- _WORK ITEM_
Only lines holding the string "Include" are wanted; copy each one from the material.

- _PROVIDED MATERIAL_
BEGIN
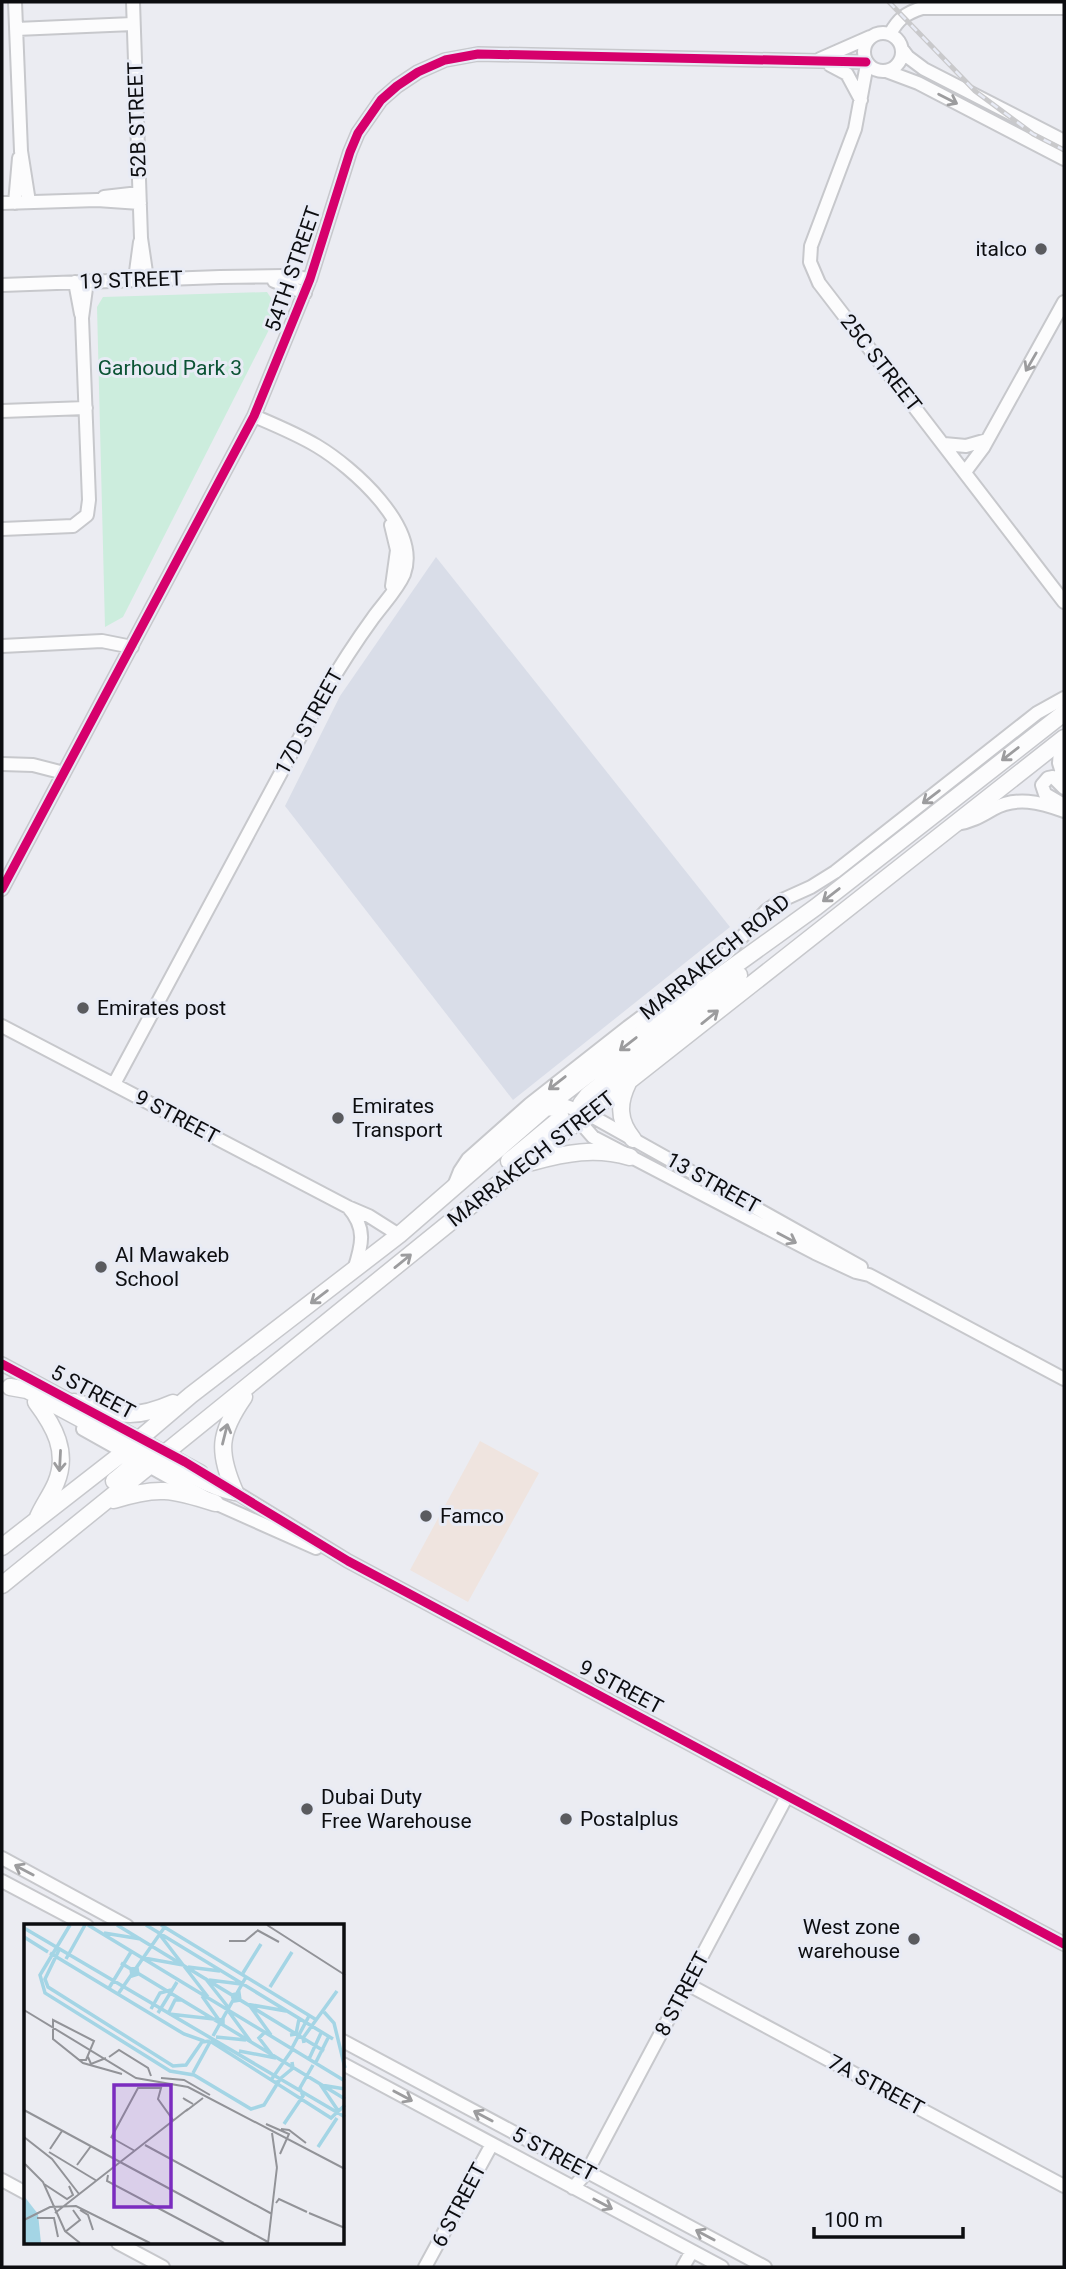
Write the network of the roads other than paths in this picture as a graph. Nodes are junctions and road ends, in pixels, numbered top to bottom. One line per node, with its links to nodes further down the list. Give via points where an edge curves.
END
BEGIN
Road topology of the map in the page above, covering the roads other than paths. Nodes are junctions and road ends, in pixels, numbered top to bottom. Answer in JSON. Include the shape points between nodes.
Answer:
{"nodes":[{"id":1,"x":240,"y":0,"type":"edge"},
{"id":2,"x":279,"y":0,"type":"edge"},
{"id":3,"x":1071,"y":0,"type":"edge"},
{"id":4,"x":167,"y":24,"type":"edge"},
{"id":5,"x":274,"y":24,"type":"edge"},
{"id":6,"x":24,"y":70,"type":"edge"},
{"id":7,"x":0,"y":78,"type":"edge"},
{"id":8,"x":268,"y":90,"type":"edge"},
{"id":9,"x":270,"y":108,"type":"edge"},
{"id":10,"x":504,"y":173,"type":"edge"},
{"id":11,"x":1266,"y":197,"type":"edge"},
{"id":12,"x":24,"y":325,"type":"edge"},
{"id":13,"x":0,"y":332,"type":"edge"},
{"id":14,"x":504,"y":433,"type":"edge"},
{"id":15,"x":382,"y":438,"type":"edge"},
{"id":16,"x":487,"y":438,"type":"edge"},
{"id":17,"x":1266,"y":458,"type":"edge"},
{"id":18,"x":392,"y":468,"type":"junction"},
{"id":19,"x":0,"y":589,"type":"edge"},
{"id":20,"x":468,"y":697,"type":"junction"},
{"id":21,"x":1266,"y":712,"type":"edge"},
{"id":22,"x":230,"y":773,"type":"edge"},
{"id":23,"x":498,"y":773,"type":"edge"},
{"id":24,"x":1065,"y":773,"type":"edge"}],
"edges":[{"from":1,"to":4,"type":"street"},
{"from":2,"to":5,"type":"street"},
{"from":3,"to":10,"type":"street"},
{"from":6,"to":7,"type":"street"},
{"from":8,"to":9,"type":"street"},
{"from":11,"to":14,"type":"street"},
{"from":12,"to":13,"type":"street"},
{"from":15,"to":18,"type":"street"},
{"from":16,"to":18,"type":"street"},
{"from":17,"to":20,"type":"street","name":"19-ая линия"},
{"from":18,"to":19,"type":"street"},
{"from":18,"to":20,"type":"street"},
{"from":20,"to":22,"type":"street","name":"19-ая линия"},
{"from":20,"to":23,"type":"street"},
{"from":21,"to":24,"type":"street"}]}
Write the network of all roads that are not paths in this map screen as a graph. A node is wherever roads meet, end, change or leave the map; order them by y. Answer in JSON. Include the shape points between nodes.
END
- _ANSWER AREA_
Road topology of the map in the page above, covering the roads other than paths. Nodes are junctions and road ends, in pixels, numbered top to bottom. Answer in JSON. Include the shape points between nodes.
Write the network of all roads that are not paths in this map screen as a graph. A node is wherever roads meet, end, change or leave the map; order them by y. Answer in JSON. Include the shape points between nodes.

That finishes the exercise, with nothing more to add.